Masque of the Red Death
Grell inserts something into a continuum of life and death which sometimes is sorely lacking- chaos. Many instances of shinigami in anime and manga tend to show them as providing some semblance of order over the act of death and dying, bringing some grounding to what would otherwise be a very terrifying or mysterious act. With few exceptions, these other death gods cling to their codes and morals, and do their best to maintain order among the dead/dying, and overseeing the transition so things may proceed according to plan.
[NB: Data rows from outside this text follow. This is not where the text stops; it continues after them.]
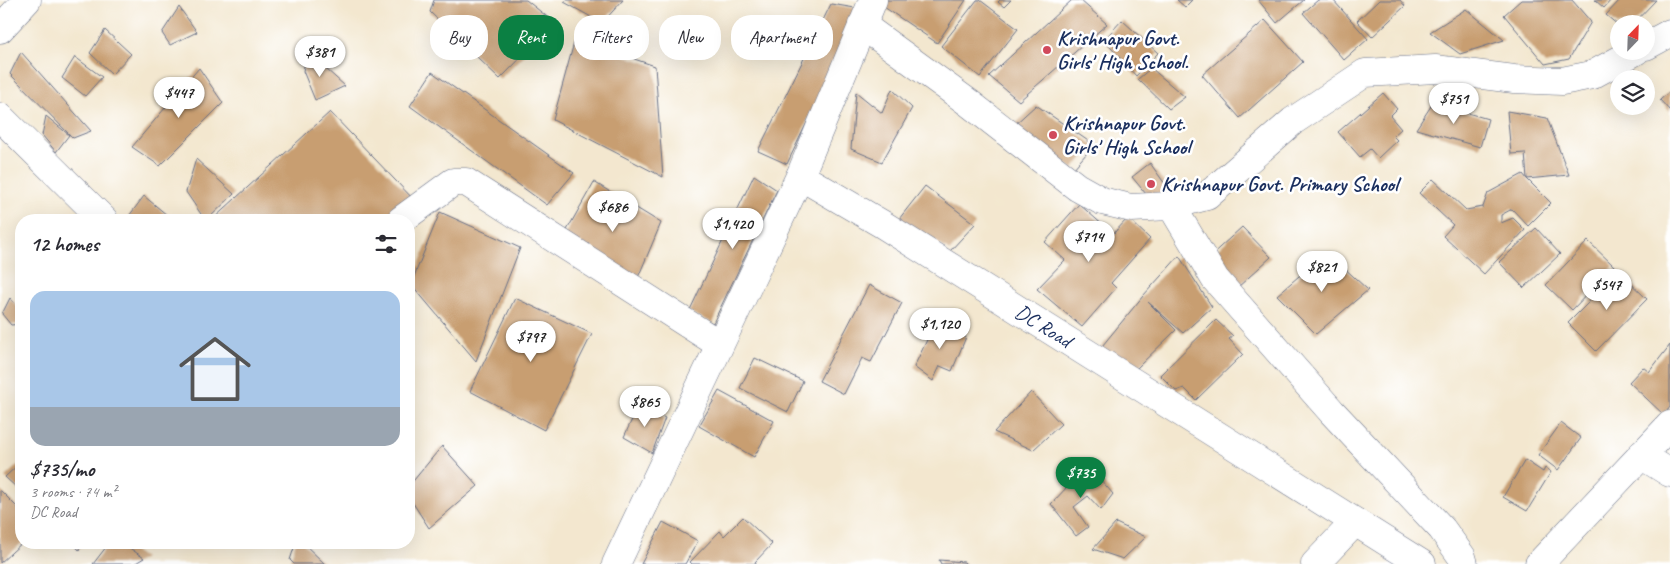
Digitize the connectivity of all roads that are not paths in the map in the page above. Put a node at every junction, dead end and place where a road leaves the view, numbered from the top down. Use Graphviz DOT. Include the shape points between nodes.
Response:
graph roads {
  1 [pos="27,0"];
  2 [pos="873,0"];
  3 [pos="862,25"];
  4 [pos="0,29"];
  5 [pos="1670,33"];
  6 [pos="1655,41"];
  7 [pos="1620,60"];
  8 [pos="0,117"];
  9 [pos="800,176"];
  10 [pos="1171,205"];
  11 [pos="98,214"];
  12 [pos="410,214"];
  13 [pos="719,344"];
  14 [pos="1670,424"];
  15 [pos="1641,455"];
  16 [pos="1670,473"];
  17 [pos="1355,522"];
  18 [pos="616,564"];
  19 [pos="1315,564"];
  20 [pos="1422,564"];
  21 [pos="1464,564"];
  22 [pos="1539,564"];
  1 -- 4 [label="street"];
  2 -- 3 [label="street"];
  3 -- 9 [label="street"];
  3 -- 10 [label="street" via="1077,187 1102,201 1131,208"];
  5 -- 6 [label="street"];
  7 -- 10 [label="street" via="1592,75 1562,82 1435,69 1365,73 1293,121 1206,196"];
  8 -- 11 [label="street"];
  9 -- 13 [label="street"];
  9 -- 17 [label="street, DC Road"];
  10 -- 21 [label="street" via="1215,279 1332,412 1442,529"];
  12 -- 13 [label="street" via="453,182 466,182"];
  13 -- 18 [label="street"];
  14 -- 15 [label="street"];
  15 -- 16 [label="street"];
  15 -- 22 [label="street"];
  17 -- 19 [label="street"];
  17 -- 20 [label="street, DC Road"];
}
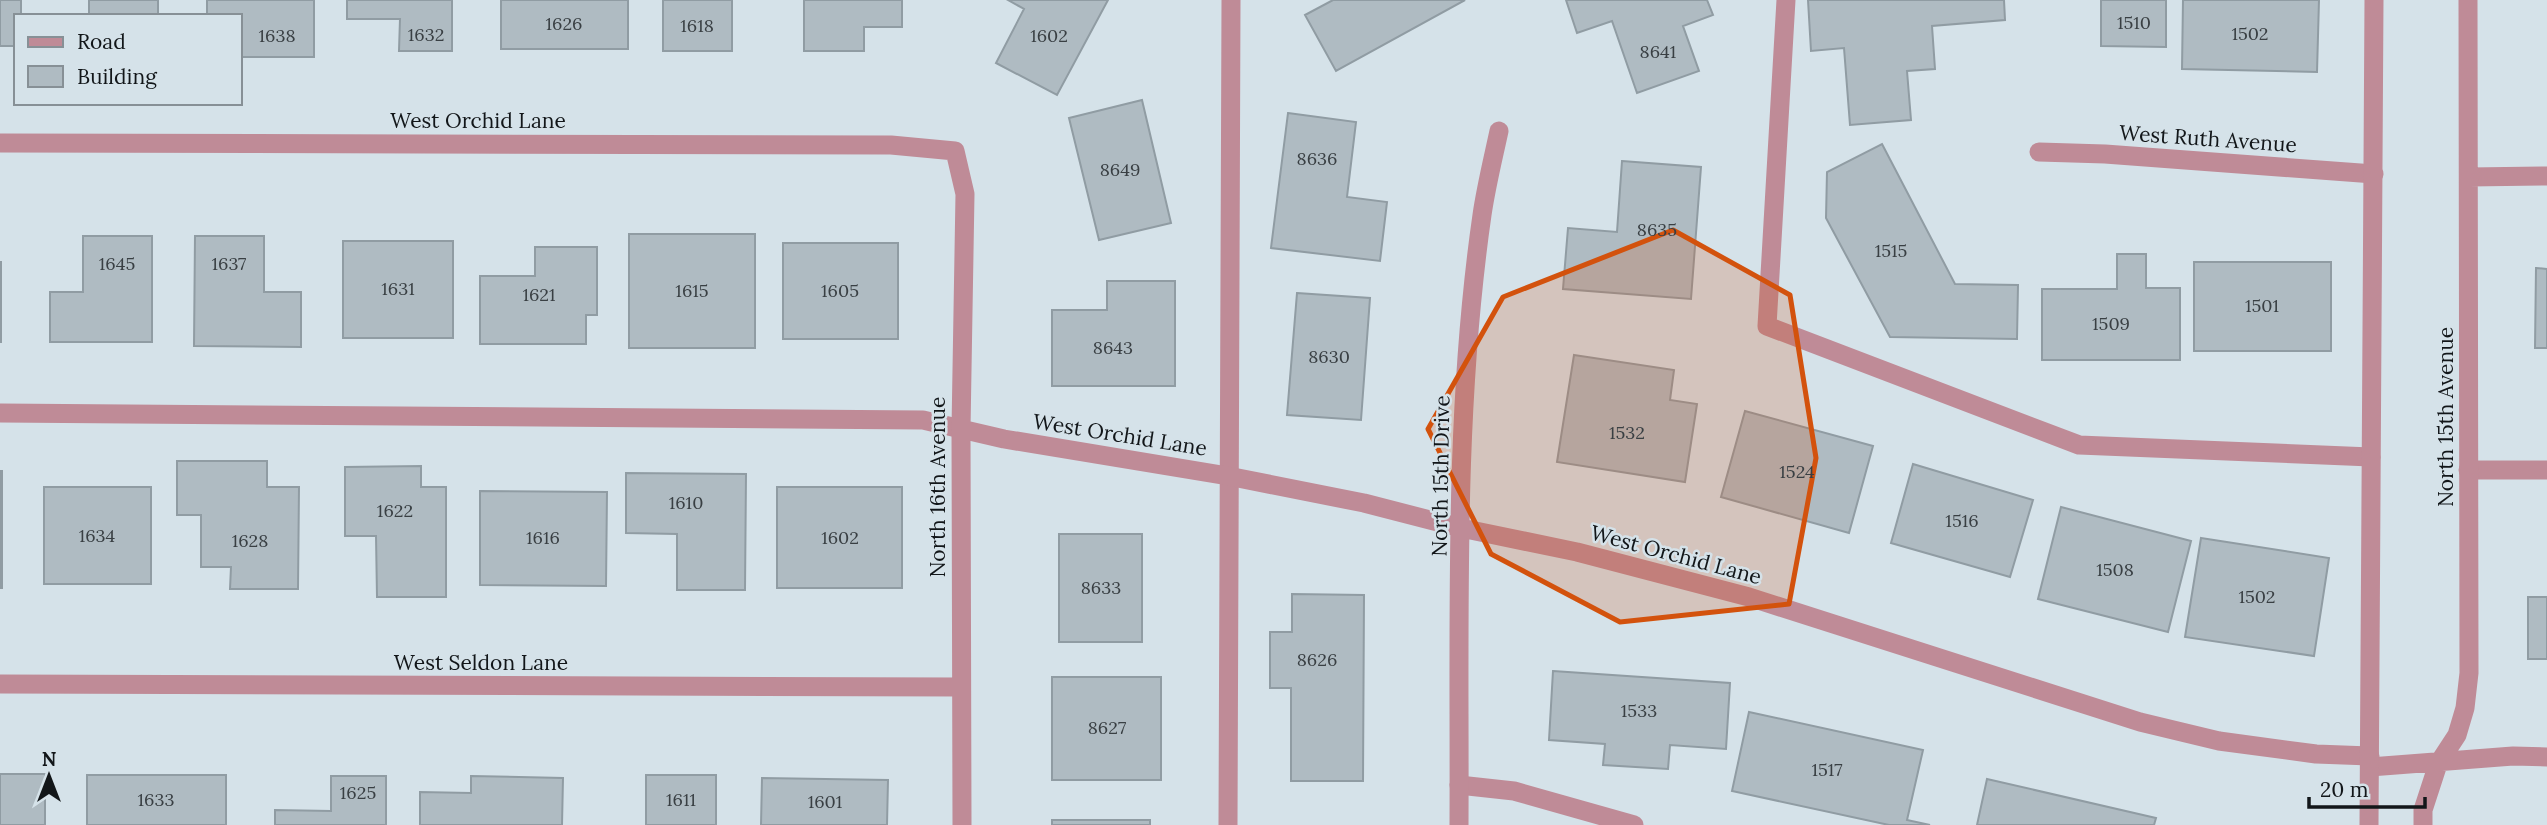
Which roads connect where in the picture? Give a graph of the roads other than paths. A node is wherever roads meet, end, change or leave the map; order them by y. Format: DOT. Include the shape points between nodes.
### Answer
graph roads {
  1 [pos="1231,0"];
  2 [pos="1786,0"];
  3 [pos="2374,0"];
  4 [pos="2468,0"];
  5 [pos="1499,131"];
  6 [pos="0,143"];
  7 [pos="955,151"];
  8 [pos="2039,152"];
  9 [pos="2374,174"];
  10 [pos="2547,176"];
  11 [pos="2469,177"];
  12 [pos="0,413"];
  13 [pos="961,429"];
  14 [pos="2371,457"];
  15 [pos="2469,470"];
  16 [pos="2547,470"];
  17 [pos="1227,476"];
  18 [pos="1461,528"];
  19 [pos="0,684"];
  20 [pos="961,687"];
  21 [pos="2547,757"];
  22 [pos="2370,762"];
  23 [pos="2438,764"];
  24 [pos="1459,785"];
  25 [pos="962,825"];
  26 [pos="1228,825"];
  27 [pos="1459,825"];
  28 [pos="1634,825"];
  29 [pos="2369,825"];
  30 [pos="2423,825"];
  1 -- 17 [label="street"];
  2 -- 14 [label="street" via="1767,326 2079,445"];
  3 -- 9 [label="street"];
  4 -- 11 [label="street, North 15th Avenue"];
  5 -- 18 [label="street, North 15th Drive" via="1483,214 1468,345"];
  6 -- 7 [label="street, West Orchid Lane" via="891,145"];
  7 -- 13 [label="street, North 16th Avenue" via="965,194"];
  8 -- 9 [label="street, West Ruth Avenue"];
  9 -- 14 [label="street"];
  10 -- 11 [label="street"];
  11 -- 15 [label="street, North 15th Avenue"];
  12 -- 13 [label="street, West Orchid Lane" via="923,420"];
  13 -- 17 [label="street, West Orchid Lane"];
  13 -- 20 [label="street, North 16th Avenue"];
  14 -- 22 [label="street"];
  15 -- 16 [label="street"];
  15 -- 23 [label="street, North 15th Avenue" via="2469,673 2457,735"];
  17 -- 18 [label="street, West Orchid Lane"];
  17 -- 26 [label="street"];
  18 -- 22 [label="street, West Orchid Lane" via="1577,552 1749,597 2140,722 2219,741"];
  18 -- 24 [label="street, North 15th Drive"];
  19 -- 20 [label="street, West Seldon Lane"];
  20 -- 25 [label="street, North 16th Avenue"];
  21 -- 23 [label="street, West Orchid Lane"];
  22 -- 23 [label="street, West Orchid Lane"];
  22 -- 29 [label="street"];
  23 -- 30 [label="street, North 15th Avenue" via="2423,810"];
  24 -- 27 [label="street, North 15th Drive"];
  24 -- 28 [label="street" via="1514,791"];
}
Grell laughs in the face of that order, and sets about having fun, sowing chaos where he can. He isn’t some maniacal monster doing pure evil for the sake of social collapse, and perhaps that makes him a better character for it. His motivations are smaller, more focused, more centralized, and more concerned with what he sees as boring, routine work (something that will also provide the motivation for another chaos-loving death god with a book fetish), and he wants nothing more than to “spice it up,” adding flavor to what is ultimately dull, at least in his eyes. He is representative of that little voice in your head that tells you to be impulsive, go against the grain, take chances and just plain have fun (albeit his version of fun ends with someone dead on the floor). Is it unhealthy? Possibly, as all indulgences run that risk. Is it understandable? Yes. Because while he acts out as he wants, in blatant disregard for the rules, that appeals to the naughty in us all. Maybe that’s one of the reasons why he is such a popular character- he speaks a language we all understand, but are unwilling to indulge most of the time.